Женская камера-купе последняя, и мы невольно через решетку видим мужчин, когда их дважды в сутки прогоняют мимо нас. Среди обросших выделяются совсем юные лица: розовощекий даже после тюрьмы и всегда смущенный Ваня Долиндо и голубоглазый, смотрящий угрюмо из-под насупленных бровей, Володя Гречухин. (Имена их узнала позже.) Едут и двое моих студентов из ЛВШПД, и наш преподаватель экономической географии Зак. Едем так несколько суток. Нас то отцепляют, то прицепляют, то стоим по несколько часов на запасных путях. Не успеваем разглядеть друг друга, как выталкиваемся в гущу людского месива, в Архангельскую пересылку, где скопилось тысячи полторы этапников, подлежащих спешной растасовке в связи с надвигающейся
Скажу не об отдельных лицах, а об общем облике людей, запечатленном по первым встречам и дальнейшим столкновениям. Здесь, лицом к лицу, в концентрированном виде, предстало поколение революции, прошедшее двадцатилетнюю школу бурнейшей и противоречивейшей нашей действительности. Каждое поколение многолюдно, бесконечно многообразно. Особенно богаты яркими характерами и индивидуальностями поколения, рожденные революциями. Так было в английской, французской, немецкой, русской, позднее испанской революциях. Это не случайно — народ, устремляясь вперед, накапливает и подготовляет своих глашатаев, творцов, командиров; вместе с революцией закладывает в них заряд огромной ранее не использованной мощности, чаяний, веры и свершений. В каждом поколении есть своя доминанта. Жизненная доминанта большинства людей поколения революции — преобладание общественных интересов, мыслей, надежд и чувств над личными. Преобладание органичное, искреннее, не высказываемое декларативно, но не подлежащее переделке.

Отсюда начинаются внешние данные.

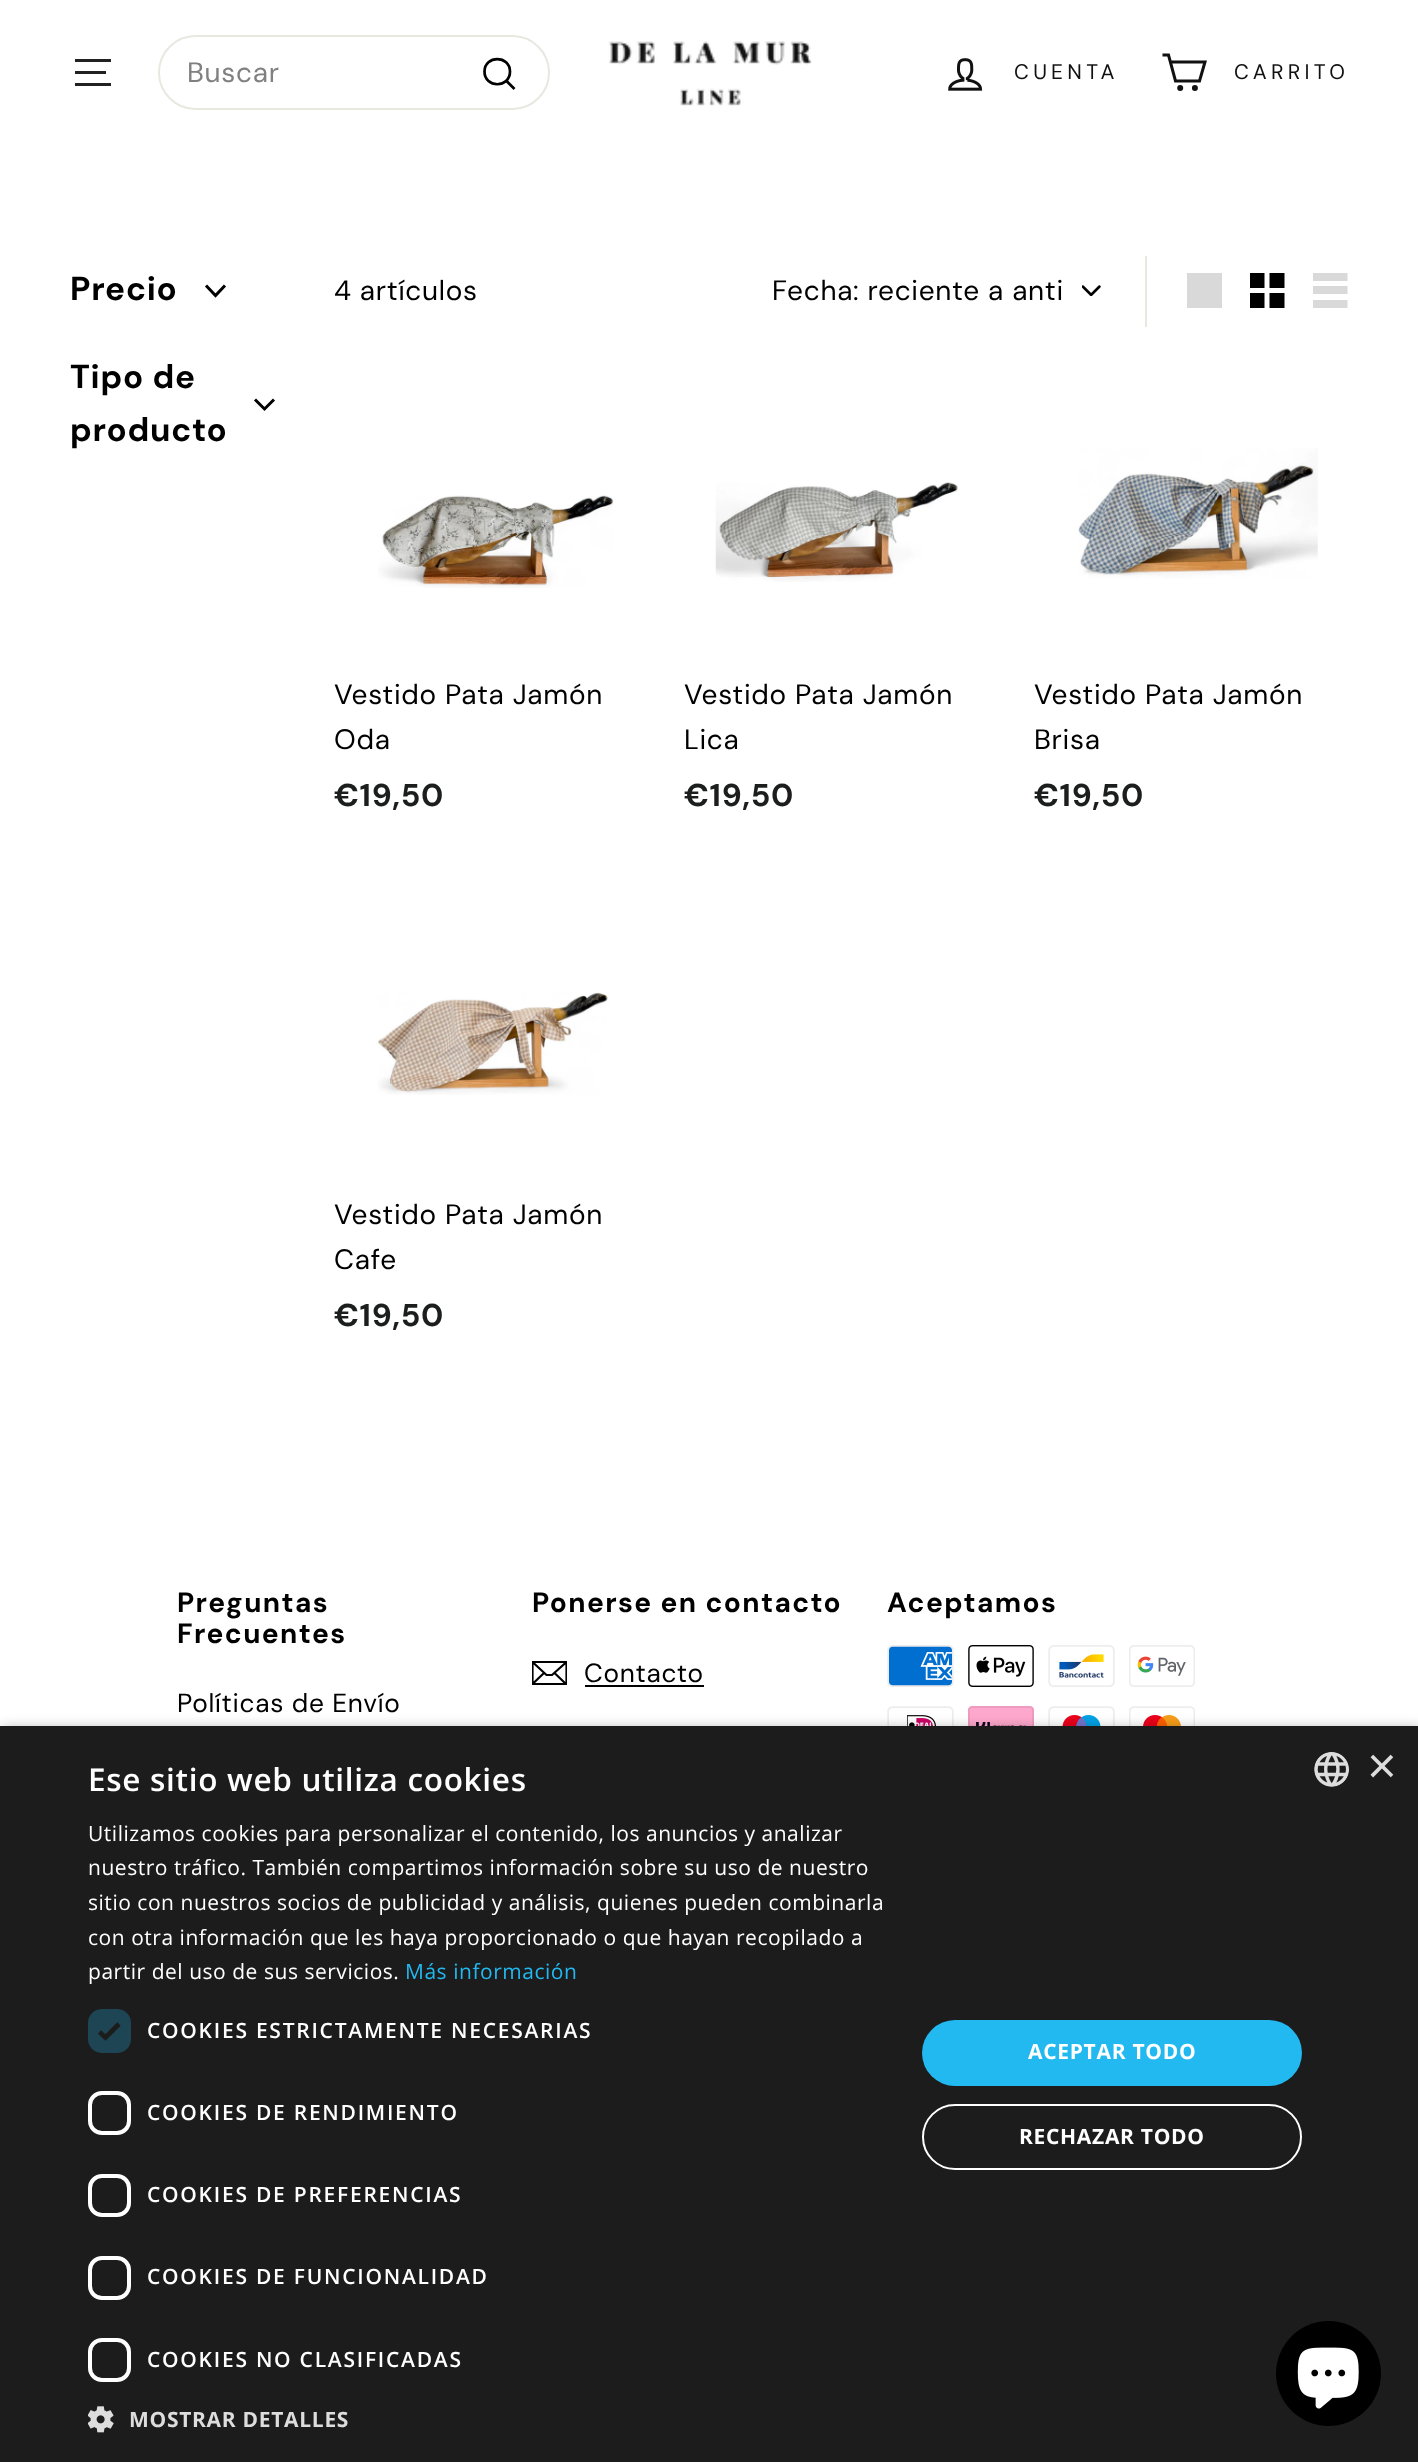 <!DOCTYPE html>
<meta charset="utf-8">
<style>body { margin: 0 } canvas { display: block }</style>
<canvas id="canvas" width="1418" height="2462"></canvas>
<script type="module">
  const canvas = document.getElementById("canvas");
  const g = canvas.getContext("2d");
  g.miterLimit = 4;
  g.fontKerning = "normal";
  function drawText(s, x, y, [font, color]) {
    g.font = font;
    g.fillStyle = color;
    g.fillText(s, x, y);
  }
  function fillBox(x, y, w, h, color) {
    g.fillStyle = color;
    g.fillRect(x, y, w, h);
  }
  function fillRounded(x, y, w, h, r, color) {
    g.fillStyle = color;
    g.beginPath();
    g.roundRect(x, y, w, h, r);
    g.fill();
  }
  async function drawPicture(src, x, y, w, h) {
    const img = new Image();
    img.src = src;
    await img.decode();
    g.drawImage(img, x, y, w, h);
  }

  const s1 = ["28px DM Sans", "#808080"];
  const s2 = ["21px 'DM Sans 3'", "#111111"];
  const s3 = ["bold 33.25px 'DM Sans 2'", "#000000"];
  const s4 = ["28px DM Sans", "#000000"];
  const s5 = ["bold 31.5px 'DM Sans 3'", "#1C1D1D"];
  const s6 = ["bold 28px DM Sans", "#000000"];
  const s7 = ["26.25px 'DM Sans 2'", "#000000"];
  const s8 = ["600 31.5px Open Sans", "#FFFFFF"];
  const s9 = ["21px Open Sans", "#FFFFFF"];
  const s10 = ["21px Open Sans", "#22B8F0"];
  const s11 = ["600 21px Open Sans", "#FFFFFF"];
  const s12 = ["bold 21px Open Sans", "#DDDDDD"];
  const s13 = ["bold 21px Open Sans", "#FFFFFF"];
  const s14 = ["51px Liberation Sans", "#DDDDDD"];

  fillBox(0, 0, 1418, 2462, "#FFFFFF");
  fillBox(75, 59, 36, 3, "#212121");
  fillBox(75, 71, 31, 3, "#212121");
  fillBox(75, 83, 36, 3, "#212121");
  g.beginPath();
  g.roundRect(159, 36, 390, 73, 36.5);
  g.strokeStyle = "#E8E8E1";
  g.lineWidth = 2;
  g.stroke();
  g.letterSpacing = "0.7px";
  drawText("Buscar", 187, 82, s1);
  g.beginPath();
  g.moveTo(510, 71.5);
  g.bezierCurveTo(510, 88.5, 484.5, 88.5, 484.5, 71.5);
  g.bezierCurveTo(484.5, 55, 510, 55, 510, 71.5);
  g.moveTo(514.5, 89);
  g.lineTo(506.5, 81);
  g.strokeStyle = "#000000";
  g.lineWidth = 2.7;
  g.stroke();
  await drawPicture("pic1.png", 608, 41, 204, 65);
  await drawPicture("pic2.png", 948, 58, 35, 33);
  g.letterSpacing = "4.25px";
  drawText("CUENTA", 1014, 79, s2);
  g.beginPath();
  g.moveTo(1170.5, 62);
  g.lineTo(1205, 62);
  g.lineTo(1199.5, 81);
  g.lineTo(1175.5, 81);
  g.lineTo(1168.5, 55);
  g.lineTo(1162.5, 55);
  g.strokeStyle = "#111111";
  g.lineWidth = 3;
  g.stroke();
  g.beginPath();
  g.arc(1180.2, 88.1, 1.5, 0, Math.PI * 2);
  g.stroke();
  g.beginPath();
  g.arc(1194.9, 88.1, 1.5, 0, Math.PI * 2);
  g.stroke();
  drawText("CARRITO", 1234, 79, s2);
  g.letterSpacing = "0.75px";
  drawText("Precio", 70, 300, s3);
  g.beginPath();
  g.moveTo(206, 285.5);
  g.lineTo(215.5, 295.5);
  g.lineTo(225, 285.5);
  g.strokeStyle = "#000000";
  g.stroke();
  drawText("Tipo de", 70, 388, s3);
  drawText("producto", 70, 441, s3);
  g.beginPath();
  g.moveTo(255, 399.5);
  g.lineTo(264.5, 409);
  g.lineTo(274, 399.5);
  g.stroke();
  g.letterSpacing = "0.7px";
  drawText("4 artículos", 334, 300, s4);
  fillBox(1145, 256, 2, 71, "#E8E8E1");
  await drawPicture("pic3.png", 1082, 285, 19, 11);
  drawText("Fecha: reciente a anti", 772, 300, s4);
  fillBox(1187, 273, 35, 35, "#D9D9D9");
  await drawPicture("pic4.png", 1250, 273, 35, 35);
  g.save();
  g.beginPath();
  g.rect(1313, 273, 35, 35);
  g.clip();
  g.beginPath();
  g.moveTo(1312.5, 273);
  g.lineTo(1347.5, 273);
  g.lineTo(1347.5, 281);
  g.lineTo(1312.5, 281);
  g.closePath();
  g.moveTo(1312.5, 286);
  g.lineTo(1347.5, 286);
  g.lineTo(1347.5, 294);
  g.lineTo(1312.5, 294);
  g.closePath();
  g.moveTo(1312.5, 300);
  g.lineTo(1347.5, 300);
  g.lineTo(1347.5, 308);
  g.lineTo(1312.5, 308);
  g.closePath();
  g.fill();
  g.restore();
  await drawPicture("pic5.png", 378, 495, 236, 93);
  drawText("Vestido Pata Jamón", 334, 704, s4);
  drawText("Oda", 334, 749, s4);
  drawText("€19,50", 334, 806, s5);
  await drawPicture("pic6.png", 715, 482, 243, 100);
  drawText("Vestido Pata Jamón", 684, 704, s4);
  drawText("Lica", 684, 749, s4);
  drawText("€19,50", 684, 806, s5);
  await drawPicture("pic7.png", 1078, 448, 240, 131);
  drawText("Vestido Pata Jamón", 1034, 704, s4);
  drawText("Brisa", 1034, 749, s4);
  drawText("€19,50", 1034, 806, s5);
  await drawPicture("pic8.png", 377, 992, 232, 103);
  drawText("Vestido Pata Jamón", 334, 1224, s4);
  drawText("Cafe", 334, 1269, s4);
  drawText("€19,50", 334, 1326, s5);
  g.letterSpacing = "1.4px";
  drawText("Preguntas", 177, 1612, s6);
  drawText("Frecuentes", 177, 1643, s6);
  g.letterSpacing = "0.7px";
  drawText("Políticas de Envío", 177, 1712, s7);
  g.letterSpacing = "1.4px";
  drawText("Ponerse en contacto", 532, 1612, s6);
  g.save();
  g.beginPath();
  g.rect(532, 1656, 35, 35);
  g.clip();
  g.beginPath();
  g.moveTo(566.5, 1684);
  g.lineTo(532.5, 1684);
  g.lineTo(532.5, 1662);
  g.lineTo(566.5, 1662);
  g.closePath();
  g.moveTo(532.5, 1662);
  g.lineTo(546.5, 1675);
  g.lineTo(552, 1675);
  g.lineTo(566.5, 1662);
  g.moveTo(544, 1673);
  g.lineTo(533, 1683.5);
  g.moveTo(566, 1684);
  g.lineTo(554.5, 1673);
  g.lineWidth = 2.2;
  g.stroke();
  g.restore();
  g.letterSpacing = "0.7px";
  drawText("Contacto", 584, 1682, s7);
  fillBox(585, 1685, 119, 2, "#000000");
  g.letterSpacing = "1.4px";
  drawText("Aceptamos", 887, 1612, s6);
  await drawPicture("pic9.png", 887, 1645, 67, 42);
  await drawPicture("pic10.png", 968, 1645, 66, 42);
  await drawPicture("pic11.png", 1048, 1645, 67, 42);
  await drawPicture("pic12.png", 1129, 1645, 66, 42);
  await drawPicture("pic13.png", 887, 1706, 67, 20);
  await drawPicture("pic14.png", 968, 1706, 66, 20);
  await drawPicture("pic15.png", 1048, 1706, 67, 20);
  await drawPicture("pic16.png", 1129, 1706, 66, 20);
  g.fillStyle = "rgba(0, 0, 0, 0.35)";
  g.filter = "blur(7px)";
  g.beginPath();
  g.rect(2, 1729, 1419, 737);
  g.fill();
  g.filter = "none";
  fillBox(0, 1726, 1418, 736, "#1C1C1C");
  g.letterSpacing = "0.7px";
  drawText("Ese sitio web utiliza cookies", 88, 1791, s8);
  g.letterSpacing = "0.53px";
  drawText("Utilizamos cookies para personalizar el contenido, los anuncios y analizar", 88, 1841, s9);
  drawText("nuestro tráfico. También compartimos información sobre su uso de nuestro", 88, 1875, s9);
  drawText("sitio con nuestros socios de publicidad y análisis, quienes pueden combinarla", 88, 1910, s9);
  drawText("con otra información que les haya proporcionado o que hayan recopilado a", 88, 1945, s9);
  drawText("partir del uso de sus servicios.", 88, 1979, s9);
  drawText("Más información", 405, 1979, s10);
  fillRounded(88, 2009, 43, 44, 14, "#1E4553");
  g.beginPath();
  g.moveTo(99.5, 2032);
  g.lineTo(105.5, 2037.5);
  g.lineTo(119, 2024);
  g.strokeStyle = "#1C1C1C";
  g.lineWidth = 4.6;
  g.stroke();
  g.letterSpacing = "1.75px";
  drawText("COOKIES ESTRICTAMENTE NECESARIAS", 147, 2038, s11);
  g.beginPath();
  g.roundRect(90, 2093, 39, 40, 12);
  g.strokeStyle = "#FFFFFF";
  g.lineWidth = 4;
  g.stroke();
  drawText("COOKIES DE RENDIMIENTO", 147, 2120, s11);
  g.beginPath();
  g.roundRect(90, 2176, 39, 39, 12);
  g.stroke();
  drawText("COOKIES DE PREFERENCIAS", 147, 2202, s11);
  g.beginPath();
  g.roundRect(90, 2258, 39, 40, 12);
  g.stroke();
  drawText("COOKIES DE FUNCIONALIDAD", 147, 2284, s11);
  g.beginPath();
  g.roundRect(90, 2340, 39, 40, 12);
  g.stroke();
  drawText("COOKIES NO CLASIFICADAS", 147, 2367, s11);
  await drawPicture("pic17.png", 88, 2406, 26, 27);
  g.letterSpacing = "0.7px";
  drawText("MOSTRAR DETALLES", 129, 2427, s12);
  fillRounded(922, 2020, 380, 66, 33, "#22B8F0");
  drawText("ACEPTAR TODO", 1028, 2059, s13);
  g.beginPath();
  g.roundRect(923, 2105, 378, 64, 32);
  g.lineWidth = 2;
  g.stroke();
  drawText("RECHAZAR TODO", 1019, 2144, s13);
  await drawPicture("pic18.png", 1314, 1752, 35, 35);
  g.letterSpacing = "0px";
  drawText("×", 1367, 1783, s14);
  g.fillStyle = "#000000";
  g.beginPath();
  g.arc(1328.5, 2373.5, 52.5, 0, Math.PI * 2);
  g.fill();
  await drawPicture("pic19.png", 1297, 2347, 62, 62);
</script>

Когда я окунулась в среду пересылки, услышала речи людей, лишь мимоходом касающиеся пережитых страданий, едва затрагивающих собственные головокружительные ниспровержения и поглощенных в основе тем, что переживало наше общество. Я это сразу почувствовала сквозь пелену подавленности. Идейная насыщенность была корнем жизнедеятельности, чем бы ни занимался человек на воле. Таким был и Карпов. Здесь, в неволе, это давало почувствовать больше, чем на свободе. Бесспорно, состав был неоднородный, но зерно его, стержень открывался таким. Принудительная идеология была обязательна для всех, но она еще окончательно не сложилась. Ведь и «Краткий курс» вышел только в 1938 году. И брали пока тех, кто не поддавался или грозил не поддаться беспрекословно статутам и параграфам «генеральной». А без чинов, званий и обязанностей по занимаемой должности легче было вернуться к первоистокам своим. И это несло облегчение и облегченность, своеобразное раскрепощение.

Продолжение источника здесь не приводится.